In the light of such teaching, this dicastery, in accord with the Congregation for Divine Worship and the Discipline of the Sacraments, believes it necessary to state clearly that the Church, while profoundly respecting the persons in question, cannot admit to the seminary or to holy orders those who practice homosexuality, present deep-seated homosexual tendencies or support the so-called “gay culture”.

Such persons, in fact, find themselves in a situation that gravely hinders them from relating correctly to men and women. One must in no way overlook the negative consequences that can derive from the ordination of persons with deep-seated homosexual tendencies.

Different, however, would be the case in which one were dealing with homosexual tendencies that were only the expression of a transitory problem — for example, that of an adolescence not yet superseded. Nevertheless, such tendencies must be clearly overcome at least three years before ordination to the diaconate.

My reading of the above material is this. As a bishop of the Church I cannot admit to the seminary or to holy orders those who (a) practice homosexuality, (b) present deep-seated homosexual tendencies, or (c) support the so-called gay culture. In this it seems that the Holy See is most wise. A candidate who clearly falls into one or more of those three categories cannot be admitted to the seminary or advanced to the priesthood. In order to make these determinations, those charged with the admission of candidates to the seminary and to holy orders must use all of the resources at their disposal to examine each prospective candidate individually and to make a determination based upon the information legitimately obtained. The Code of Canon Law, can.1052 §3, states that if “the bishop doubts for specific reasons that a candidate is suitable to receive Orders he is not to promote him.”

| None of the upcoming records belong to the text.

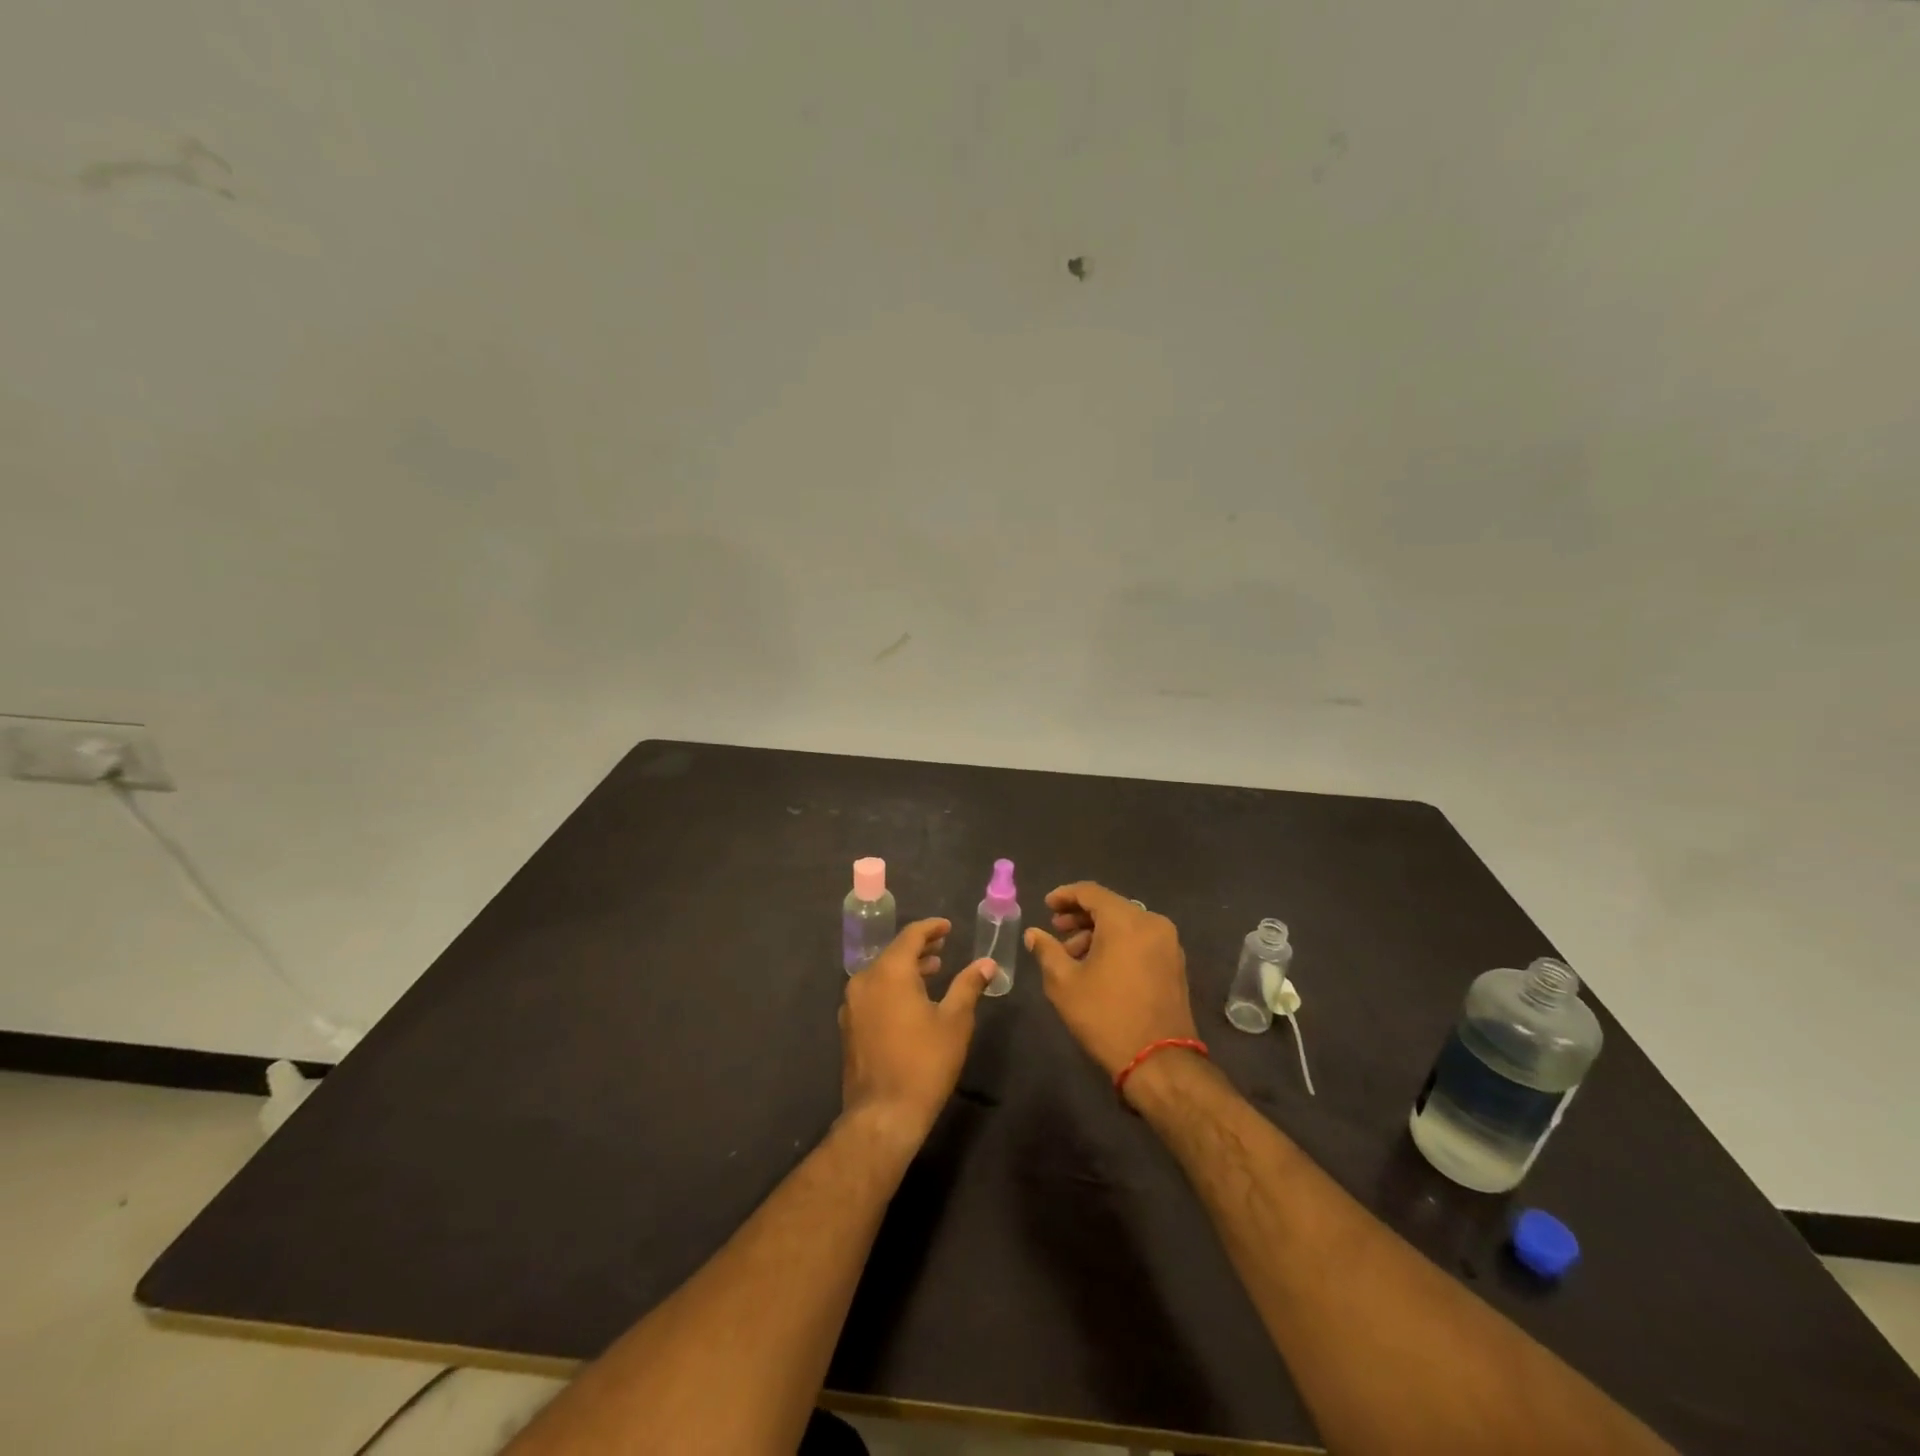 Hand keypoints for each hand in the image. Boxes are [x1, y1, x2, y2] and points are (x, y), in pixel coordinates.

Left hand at [839, 918, 995, 1148]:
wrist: (883, 1114)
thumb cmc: (925, 1062)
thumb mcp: (955, 1021)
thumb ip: (968, 985)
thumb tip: (987, 963)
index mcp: (890, 972)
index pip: (911, 936)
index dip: (931, 928)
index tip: (948, 927)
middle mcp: (865, 980)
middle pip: (893, 952)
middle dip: (919, 948)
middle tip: (943, 947)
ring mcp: (852, 1004)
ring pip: (881, 973)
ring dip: (905, 968)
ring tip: (932, 972)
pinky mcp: (848, 1025)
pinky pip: (872, 992)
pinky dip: (891, 987)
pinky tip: (910, 1001)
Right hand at [1025, 882, 1199, 1089]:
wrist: (1159, 1062)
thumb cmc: (1106, 1016)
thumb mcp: (1064, 983)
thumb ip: (1046, 951)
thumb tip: (1034, 933)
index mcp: (1126, 920)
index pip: (1091, 892)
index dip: (1064, 895)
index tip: (1046, 906)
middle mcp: (1152, 922)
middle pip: (1110, 906)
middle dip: (1080, 916)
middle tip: (1056, 930)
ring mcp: (1168, 943)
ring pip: (1126, 924)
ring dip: (1098, 932)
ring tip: (1073, 955)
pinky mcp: (1175, 964)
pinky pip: (1141, 940)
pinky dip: (1118, 944)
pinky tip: (1099, 965)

I take up so much time and space on this issue because all of this has been so horribly mutilated in both the secular and religious press. It is important for each devout Catholic to be sure of what has been required by the Holy See before forming an opinion about it. In our devolving society, evermore dedicated to an oppressive moral relativism, the setting of any limits is regarded as intrinsically unjust.

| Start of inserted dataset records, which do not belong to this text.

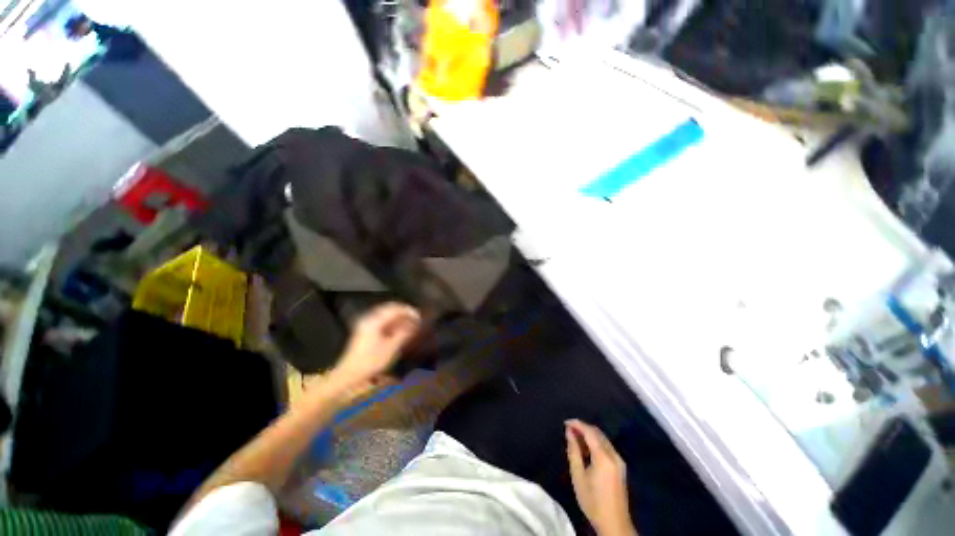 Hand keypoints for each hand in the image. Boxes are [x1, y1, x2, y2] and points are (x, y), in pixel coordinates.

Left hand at [330, 302, 420, 388]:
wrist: (349, 375)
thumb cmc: (370, 362)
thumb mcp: (390, 348)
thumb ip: (403, 334)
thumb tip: (414, 325)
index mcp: (374, 321)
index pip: (395, 309)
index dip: (408, 311)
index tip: (419, 316)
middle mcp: (369, 319)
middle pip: (390, 309)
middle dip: (404, 312)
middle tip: (416, 318)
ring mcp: (366, 324)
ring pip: (386, 314)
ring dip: (399, 317)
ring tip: (410, 324)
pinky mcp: (366, 330)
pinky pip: (382, 320)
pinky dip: (393, 322)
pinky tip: (400, 329)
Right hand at [566, 419, 636, 535]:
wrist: (614, 524)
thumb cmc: (592, 501)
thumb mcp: (578, 476)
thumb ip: (573, 451)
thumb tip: (569, 432)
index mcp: (604, 457)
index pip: (590, 432)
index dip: (577, 424)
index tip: (565, 422)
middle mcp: (614, 455)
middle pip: (597, 433)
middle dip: (583, 428)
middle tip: (568, 429)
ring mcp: (619, 460)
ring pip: (603, 438)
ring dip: (589, 434)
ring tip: (575, 437)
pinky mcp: (620, 466)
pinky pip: (606, 446)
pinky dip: (595, 442)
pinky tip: (586, 448)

But this age will pass as other hedonist ages have. What must remain constant is the teaching of the Church which, left in the hands of the apostles and their successors by our Lord himself, has always taken seriously its duty to lay hands not lightly on any man so as to be sure that those called to the priesthood are, insofar as it is possible for humankind to determine, apt for bearing the responsibilities they are asked to discharge. All of these things give us added reason to pray for seminarians and priests; first, so that God will call them in sufficient number to do His work, and then that these candidates may show themselves equal to the high calling to which they aspire.

Above all we should place these causes in the hands of the Blessed Mother whose great feast we have just celebrated that she, as Queen of the Clergy, will guide seminarians and priests to the fulfillment of their duties with that fidelity with which they themselves wish to carry out the sacred offices of the priesthood.